*** Input for this task Section Begins ***

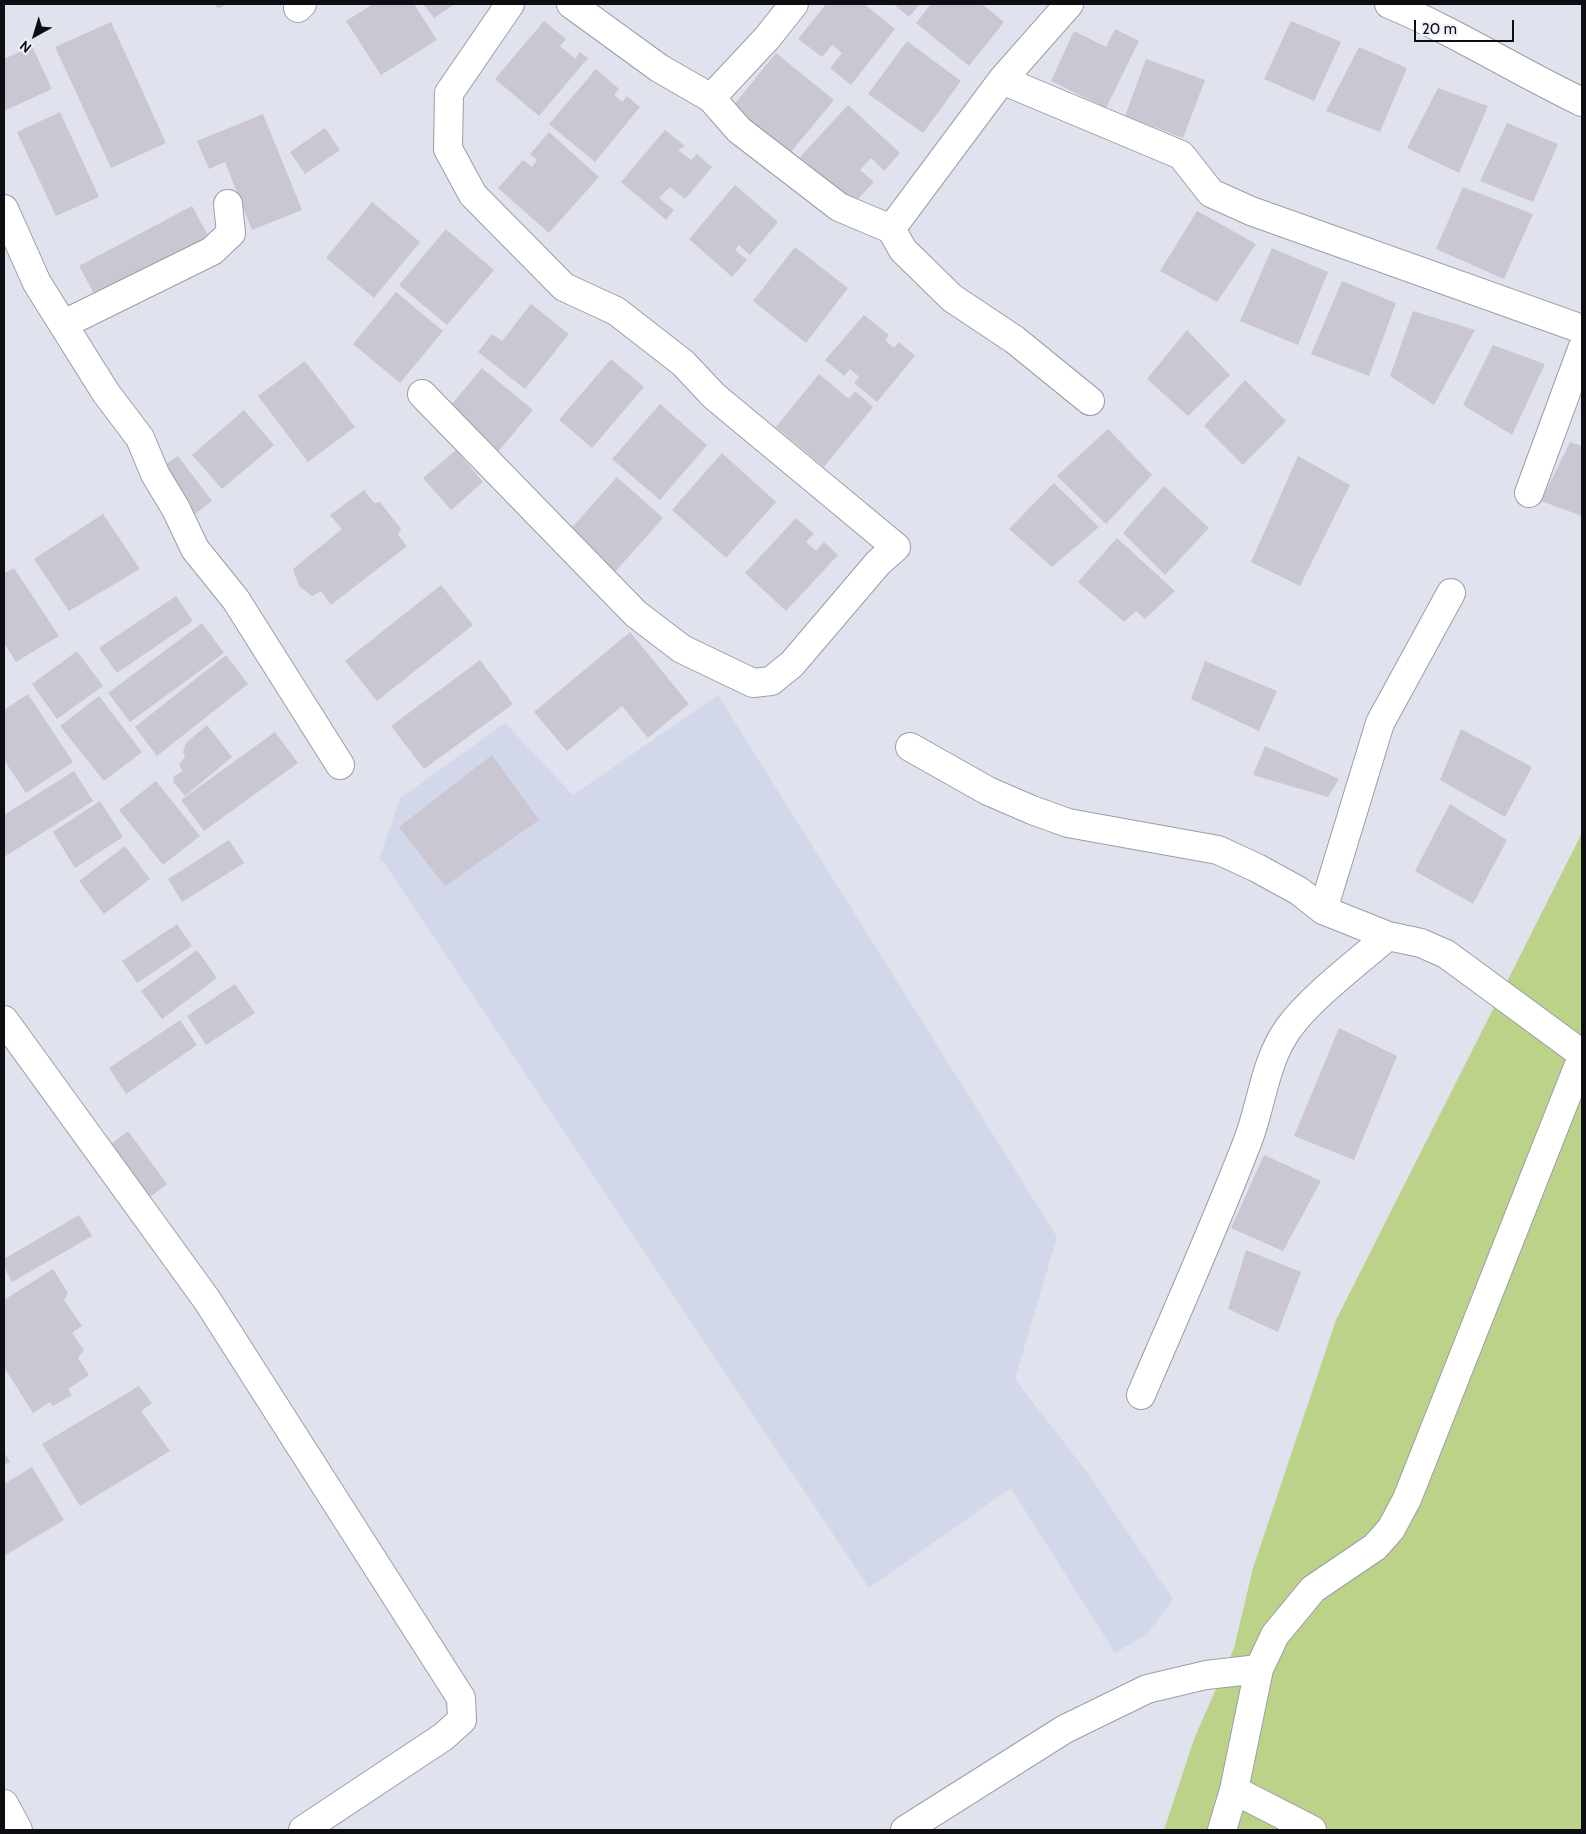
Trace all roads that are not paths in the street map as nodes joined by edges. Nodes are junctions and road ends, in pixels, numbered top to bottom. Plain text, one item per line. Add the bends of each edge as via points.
1 (510, 4) edge
2 (571, 4) edge
3 (794, 4) edge
4 (1069, 4) edge
5 (1389, 4) edge
6 (1002, 80) junction
7 (711, 98) junction
8 (1582, 102) edge
9 (228, 204) dead end
10 (4, 209) edge
11 (891, 229) junction
12 (64, 324) junction
13 (1582, 329) edge
14 (1582, 349) edge
15 (422, 394) dead end
16 (1090, 401) dead end
17 (1529, 493) dead end
18 (1451, 593) dead end
19 (910, 747) dead end
20 (340, 765) dead end
21 (1323, 910) junction
22 (1388, 936) junction
23 (4, 1020) edge
24 (1582, 1055) edge
25 (1141, 1395) dead end
26 (1259, 1669) junction
27 (1234, 1790) junction
28 (4, 1804) edge
29 (18, 1830) edge
30 (302, 1830) edge
31 (905, 1830) edge
32 (1222, 1830) edge
33 (1312, 1830) edge

1 - 15 street via 449,93 448,149 474,195 564,287 616,311 683,363 714,396 896,547 878,563 792,664 771,682 752,683 682,649 636,614
2 - 7 street via 660,68
3 - 7 street
4 - 6 street
5 - 8 street via 1430,21
6 - 11 street
6 - 13 street via 1181,155 1211,193 1251,211
7 - 11 street via 739,130 839,207
9 - 12 street via 231,233 212,251
10 - 12 street via 37,283
11 - 16 street via 902,250 952,298 1015,340
12 - 20 street via 106,393 140,438 155,474 195,548 236,600
14 - 17 street
18 - 21 street via 1380,722
19 - 21 street via 988,790 1068,823 1218,850 1299,891
21 - 22 street
22 - 24 street via 1421,943 1446,954
22 - 25 street via 1302,1012 1272,1057 1252,1130 1237,1169
23 - 30 street via 207,1300 461,1698 462,1720 443,1737
24 - 26 street via 1407,1499 1391,1529 1375,1547 1313,1589 1275,1635
26 - 27 street
26 - 31 street via 1206,1675 1147,1689 1065,1729
27 - 32 street
27 - 33 street
28 - 29 street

*** Input for this task Section Ends ***

# [Task goal]
Produce the entries again, word for word, without any of their pictures.

# [Reply to the task]
Trace all roads that are not paths in the street map as nodes joined by edges. Nodes are junctions and road ends, in pixels, numbered top to bottom. Plain text, one item per line. Add the bends of each edge as via points.
1 (510, 4) edge
2 (571, 4) edge
3 (794, 4) edge
4 (1069, 4) edge
5 (1389, 4) edge
6 (1002, 80) junction
7 (711, 98) junction
8 (1582, 102) edge
9 (228, 204) dead end
10 (4, 209) edge
11 (891, 229) junction
12 (64, 324) junction
13 (1582, 329) edge
14 (1582, 349) edge
15 (422, 394) dead end
16 (1090, 401) dead end
17 (1529, 493) dead end
18 (1451, 593) dead end
19 (910, 747) dead end
20 (340, 765) dead end
21 (1323, 910) junction
22 (1388, 936) junction
23 (4, 1020) edge
24 (1582, 1055) edge
25 (1141, 1395) dead end
26 (1259, 1669) junction
27 (1234, 1790) junction
28 (4, 1804) edge
29 (18, 1830) edge
30 (302, 1830) edge
31 (905, 1830) edge
32 (1222, 1830) edge
33 (1312, 1830) edge

1 - 15 street via 449,93 448,149 474,195 564,287 616,311 683,363 714,396 896,547 878,563 792,664 771,682 752,683 682,649 636,614
2 - 7 street via 660,68
3 - 7 street
4 - 6 street
5 - 8 street via 1430,21
6 - 11 street
6 - 13 street via 1181,155 1211,193 1251,211
7 - 11 street via 739,130 839,207
9 - 12 street via 231,233 212,251
10 - 12 street via 37,283
11 - 16 street via 902,250 952,298 1015,340
12 - 20 street via 106,393 140,438 155,474 195,548 236,600
14 - 17 street
18 - 21 street via 1380,722
19 - 21 street via 988,790 1068,823 1218,850 1299,891
21 - 22 street
22 - 24 street via 1421,943 1446,954
22 - 25 street via 1302,1012 1272,1057 1252,1130 1237,1169
23 - 30 street via 207,1300 461,1698 462,1720 443,1737
24 - 26 street via 1407,1499 1391,1529 1375,1547 1313,1589 1275,1635
26 - 27 street
26 - 31 street via 1206,1675 1147,1689 1065,1729
27 - 32 street
27 - 33 street
28 - 29 street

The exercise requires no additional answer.